:: Try it ::
Send back all the data below, exactly as given.

:: Provided records ::
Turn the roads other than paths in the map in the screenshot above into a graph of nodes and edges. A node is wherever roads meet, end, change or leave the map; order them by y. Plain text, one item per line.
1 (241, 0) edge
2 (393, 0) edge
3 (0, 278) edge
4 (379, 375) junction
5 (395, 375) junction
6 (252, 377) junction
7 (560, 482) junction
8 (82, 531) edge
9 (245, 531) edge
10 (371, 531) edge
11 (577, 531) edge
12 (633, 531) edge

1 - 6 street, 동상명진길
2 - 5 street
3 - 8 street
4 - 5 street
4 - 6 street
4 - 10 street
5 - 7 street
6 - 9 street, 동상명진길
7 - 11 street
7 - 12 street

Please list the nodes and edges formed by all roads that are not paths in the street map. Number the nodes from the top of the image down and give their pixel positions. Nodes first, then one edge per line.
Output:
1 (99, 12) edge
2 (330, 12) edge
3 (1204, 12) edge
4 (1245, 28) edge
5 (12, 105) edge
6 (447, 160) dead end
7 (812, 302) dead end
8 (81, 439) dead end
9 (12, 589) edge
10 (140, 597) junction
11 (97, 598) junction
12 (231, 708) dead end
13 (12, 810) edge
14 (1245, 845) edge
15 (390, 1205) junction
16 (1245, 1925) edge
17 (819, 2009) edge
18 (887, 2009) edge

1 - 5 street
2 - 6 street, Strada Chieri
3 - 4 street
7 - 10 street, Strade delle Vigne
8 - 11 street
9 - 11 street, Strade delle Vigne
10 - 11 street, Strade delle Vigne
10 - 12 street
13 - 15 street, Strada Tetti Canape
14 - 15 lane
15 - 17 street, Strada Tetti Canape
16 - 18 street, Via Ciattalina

:: Task result ::
Turn the roads other than paths in the map in the screenshot above into a graph of nodes and edges. A node is wherever roads meet, end, change or leave the map; order them by y. Plain text, one item per line.
1 (241, 0) edge
2 (393, 0) edge
3 (0, 278) edge
4 (379, 375) junction
5 (395, 375) junction
6 (252, 377) junction
7 (560, 482) junction
8 (82, 531) edge
9 (245, 531) edge
10 (371, 531) edge
11 (577, 531) edge
12 (633, 531) edge

1 - 6 street, 동상명진길
2 - 5 street
3 - 8 street
4 - 5 street
4 - 6 street
4 - 10 street
5 - 7 street
6 - 9 street, 동상명진길
7 - 11 street
7 - 12 street

Please list the nodes and edges formed by all roads that are not paths in the street map. Number the nodes from the top of the image down and give their pixel positions. Nodes first, then one edge per line.
Output:
1 (99, 12) edge
2 (330, 12) edge
3 (1204, 12) edge
4 (1245, 28) edge
5 (12, 105) edge
6 (447, 160) dead end
7 (812, 302) dead end
8 (81, 439) dead end
9 (12, 589) edge
10 (140, 597) junction
11 (97, 598) junction
12 (231, 708) dead end
13 (12, 810) edge
14 (1245, 845) edge
15 (390, 1205) junction
16 (1245, 1925) edge
17 (819, 2009) edge
18 (887, 2009) edge

1 - 5 street
2 - 6 street, Strada Chieri
3 - 4 street
7 - 10 street, Strade delle Vigne
8 - 11 street
9 - 11 street, Strade delle Vigne
10 - 11 street, Strade delle Vigne
10 - 12 street
13 - 15 street, Strada Tetti Canape
14 - 15 lane
15 - 17 street, Strada Tetti Canape
16 - 18 street, Via Ciattalina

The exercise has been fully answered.